Ну уж, конечно, не о том, чтобы мы брали в руки оружие и ехали убивать! Хоть в Луганск, хоть в Донецк, да куда угодно.

В России сегодня очень остро ощутим диссонанс между сутью церковной жизни и ее реальной практикой. Хочет и сможет ли Церковь завоевать доверие общества?

— Знаете, я однажды слышал, как на высоком собрании некий критик Церкви говорил о том, что Русская церковь не исполнила своей исторической миссии в XIX веке в России, что она должна была бороться с крепостным правом…

Скажу, может быть, странные вещи. У Церкви нет цели борьбы с абортами, преступностью, наркоманией, гомосексуальными браками. По одной простой причине. Церковь не борется со злом, она злу — противостоит. Самой своей сутью.Но у Церкви нет исторической миссии. Она не должна бороться ни с крепостным правом, ни с политической системой. У Церкви нет цели исторической и политической борьбы. Даже больше: у Церкви нет цели борьбы со злом. Задачи, которую ставит перед собой все прогрессивное человечество. Потому, как если она поставит главной своей целью борьбу со злом, то ей всегда будет недоставать зла.

Христос говорит в Евангелии, что мы не должны противиться злу. Эти слова можно воспринимать как стопроцентный пацифизм, но, если в них углубиться, поймешь, что христианин не может противиться злу, используя методы самого зла. Не можешь противиться лжи, используя ложь, агрессии — используя агрессию, оскорблению —  используя оскорбление. Противление злу не может происходить на территории зла. Борьба со злом способами зла невозможна. Что возможно в политике, то невозможно в Церкви. Вот поэтому, когда две эти стихии смешиваются между собой, люди сами себя понять не могут. Не могут понять, что вокруг творится…

Целью Церкви является — сам Христос и его Небесное Царствие. Поэтому мы молимся о христианах такими словами: «Даруй им вместо земного — небесное, вместо временного — вечное, вместо тленного — нетленное»… И главная наша борьба со злом — свидетельство чистой жизни, свидетельство, что Бог есть любовь и свет, и в нем нет никакой тьмы. Церковь являет эту истину, и эта истина делает людей свободными от зла.

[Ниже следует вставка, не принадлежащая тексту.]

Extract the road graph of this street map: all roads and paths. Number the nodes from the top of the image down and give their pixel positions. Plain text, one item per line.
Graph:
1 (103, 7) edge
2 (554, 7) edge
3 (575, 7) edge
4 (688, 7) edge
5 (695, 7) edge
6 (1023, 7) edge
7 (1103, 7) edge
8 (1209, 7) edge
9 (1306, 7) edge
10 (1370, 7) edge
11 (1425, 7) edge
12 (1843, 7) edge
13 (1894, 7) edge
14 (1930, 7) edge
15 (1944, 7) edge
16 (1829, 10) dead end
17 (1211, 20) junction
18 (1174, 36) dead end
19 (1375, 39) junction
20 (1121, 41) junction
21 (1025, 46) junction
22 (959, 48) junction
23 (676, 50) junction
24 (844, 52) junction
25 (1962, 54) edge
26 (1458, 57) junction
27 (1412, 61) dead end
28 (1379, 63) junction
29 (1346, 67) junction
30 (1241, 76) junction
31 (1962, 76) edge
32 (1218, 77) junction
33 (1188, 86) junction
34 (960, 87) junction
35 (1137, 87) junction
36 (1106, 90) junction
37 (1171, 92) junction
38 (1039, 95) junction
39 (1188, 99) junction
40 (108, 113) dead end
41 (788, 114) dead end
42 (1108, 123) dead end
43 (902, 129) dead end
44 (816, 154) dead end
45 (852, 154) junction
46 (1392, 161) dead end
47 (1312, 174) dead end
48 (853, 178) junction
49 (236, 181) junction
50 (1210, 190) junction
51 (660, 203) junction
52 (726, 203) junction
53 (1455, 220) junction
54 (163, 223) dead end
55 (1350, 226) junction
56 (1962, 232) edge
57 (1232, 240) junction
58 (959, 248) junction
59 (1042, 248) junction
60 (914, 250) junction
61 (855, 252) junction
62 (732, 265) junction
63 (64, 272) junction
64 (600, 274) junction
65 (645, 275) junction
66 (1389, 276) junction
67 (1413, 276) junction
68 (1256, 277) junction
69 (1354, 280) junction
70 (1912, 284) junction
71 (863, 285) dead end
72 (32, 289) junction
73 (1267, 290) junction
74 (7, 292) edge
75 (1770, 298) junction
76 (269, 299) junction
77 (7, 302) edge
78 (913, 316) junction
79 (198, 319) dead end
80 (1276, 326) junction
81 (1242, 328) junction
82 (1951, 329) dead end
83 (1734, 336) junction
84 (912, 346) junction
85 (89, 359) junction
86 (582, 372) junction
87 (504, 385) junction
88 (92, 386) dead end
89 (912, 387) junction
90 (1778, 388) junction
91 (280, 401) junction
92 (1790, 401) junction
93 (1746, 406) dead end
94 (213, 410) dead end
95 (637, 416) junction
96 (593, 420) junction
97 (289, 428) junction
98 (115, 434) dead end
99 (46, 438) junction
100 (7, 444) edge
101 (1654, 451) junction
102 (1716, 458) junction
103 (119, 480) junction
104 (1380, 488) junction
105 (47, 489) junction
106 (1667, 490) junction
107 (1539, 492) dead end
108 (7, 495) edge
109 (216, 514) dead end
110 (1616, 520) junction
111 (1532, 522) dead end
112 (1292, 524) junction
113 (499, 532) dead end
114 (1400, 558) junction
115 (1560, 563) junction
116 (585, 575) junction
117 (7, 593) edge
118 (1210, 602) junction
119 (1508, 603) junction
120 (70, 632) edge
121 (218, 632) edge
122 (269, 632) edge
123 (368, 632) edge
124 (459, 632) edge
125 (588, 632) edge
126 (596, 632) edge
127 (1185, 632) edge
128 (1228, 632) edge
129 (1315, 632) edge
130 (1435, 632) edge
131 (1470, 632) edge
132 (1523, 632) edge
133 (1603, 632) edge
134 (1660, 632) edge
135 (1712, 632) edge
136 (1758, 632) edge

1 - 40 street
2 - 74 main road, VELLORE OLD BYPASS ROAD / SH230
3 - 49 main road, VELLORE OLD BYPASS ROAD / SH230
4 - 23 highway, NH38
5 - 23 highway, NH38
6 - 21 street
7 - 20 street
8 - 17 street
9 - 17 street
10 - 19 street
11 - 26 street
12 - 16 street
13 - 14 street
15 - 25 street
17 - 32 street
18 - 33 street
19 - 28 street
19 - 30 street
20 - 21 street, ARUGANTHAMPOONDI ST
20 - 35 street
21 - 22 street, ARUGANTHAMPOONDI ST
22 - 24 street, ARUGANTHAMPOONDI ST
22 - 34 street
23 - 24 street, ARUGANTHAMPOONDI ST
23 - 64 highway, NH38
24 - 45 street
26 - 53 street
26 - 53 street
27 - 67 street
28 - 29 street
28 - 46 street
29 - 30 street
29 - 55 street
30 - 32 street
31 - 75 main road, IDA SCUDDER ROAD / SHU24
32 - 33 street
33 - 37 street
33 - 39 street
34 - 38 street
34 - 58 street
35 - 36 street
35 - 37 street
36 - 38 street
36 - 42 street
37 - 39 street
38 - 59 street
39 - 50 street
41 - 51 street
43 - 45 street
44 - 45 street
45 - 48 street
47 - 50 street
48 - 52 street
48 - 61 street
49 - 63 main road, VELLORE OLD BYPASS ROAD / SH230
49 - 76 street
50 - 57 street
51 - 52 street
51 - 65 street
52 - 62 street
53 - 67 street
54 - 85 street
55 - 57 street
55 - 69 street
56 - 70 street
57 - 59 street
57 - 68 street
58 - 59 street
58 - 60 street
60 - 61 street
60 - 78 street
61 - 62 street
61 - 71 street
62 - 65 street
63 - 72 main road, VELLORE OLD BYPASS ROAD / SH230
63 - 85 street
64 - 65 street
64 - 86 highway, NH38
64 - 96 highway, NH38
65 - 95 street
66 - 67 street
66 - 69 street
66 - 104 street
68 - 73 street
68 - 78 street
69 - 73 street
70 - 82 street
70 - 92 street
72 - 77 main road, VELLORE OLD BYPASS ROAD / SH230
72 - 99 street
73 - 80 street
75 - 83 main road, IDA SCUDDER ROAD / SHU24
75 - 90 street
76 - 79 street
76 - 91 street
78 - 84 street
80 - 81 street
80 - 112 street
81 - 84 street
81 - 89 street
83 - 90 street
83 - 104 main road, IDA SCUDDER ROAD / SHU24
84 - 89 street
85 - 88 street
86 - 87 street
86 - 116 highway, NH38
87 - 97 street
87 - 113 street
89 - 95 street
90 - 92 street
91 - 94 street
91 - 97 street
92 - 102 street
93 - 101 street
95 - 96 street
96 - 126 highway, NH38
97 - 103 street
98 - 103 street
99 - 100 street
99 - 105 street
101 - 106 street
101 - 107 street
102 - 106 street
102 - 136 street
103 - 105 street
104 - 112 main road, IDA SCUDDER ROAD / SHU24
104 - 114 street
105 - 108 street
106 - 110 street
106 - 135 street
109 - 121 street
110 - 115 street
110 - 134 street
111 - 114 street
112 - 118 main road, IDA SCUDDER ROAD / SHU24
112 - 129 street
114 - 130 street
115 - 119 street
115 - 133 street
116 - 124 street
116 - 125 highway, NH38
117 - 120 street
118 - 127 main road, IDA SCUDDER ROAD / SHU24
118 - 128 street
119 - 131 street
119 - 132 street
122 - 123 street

Церковь идет путем простым и тяжелым. «Не судите, да не судимы будете», — говорит Евангелие. А борьба со злом у всех нас начинается с осуждения, с суда в буквальном смысле — суда человека, суда поступка, отождествления человека с его поступком, с прилеплением ярлыка, с расчеловечиванием этого человека и с возможностью его уничтожить.

— Но ведь очень много такого сегодня происходит и от лица самой Церкви?

Лицо Церкви — это мы! У нее нет никакого другого лица, кроме нашего, христиан, людей верующих. И Христос говорит: «Что ты смотришь на сучок в глазе брата своего, а в своем не видишь и бревна…» А мы, как только этот сучок видим в глазе брата своего, у нас первое желание — в этот глаз как следует ломануть кулаком.

А как же: я увидел зло, я увидел искажение, я увидел, что оскорбляют мои чувства, наносят вред моей семье, моей стране, моей родине, я должен защитить, то есть ударить!.. Но Христос говорит: «Вынь прежде бревно из своего глаза, и тогда ты узнаешь, как помочь твоему брату вынуть сучок». Не ударить, а помочь — заботливо и неторопливо.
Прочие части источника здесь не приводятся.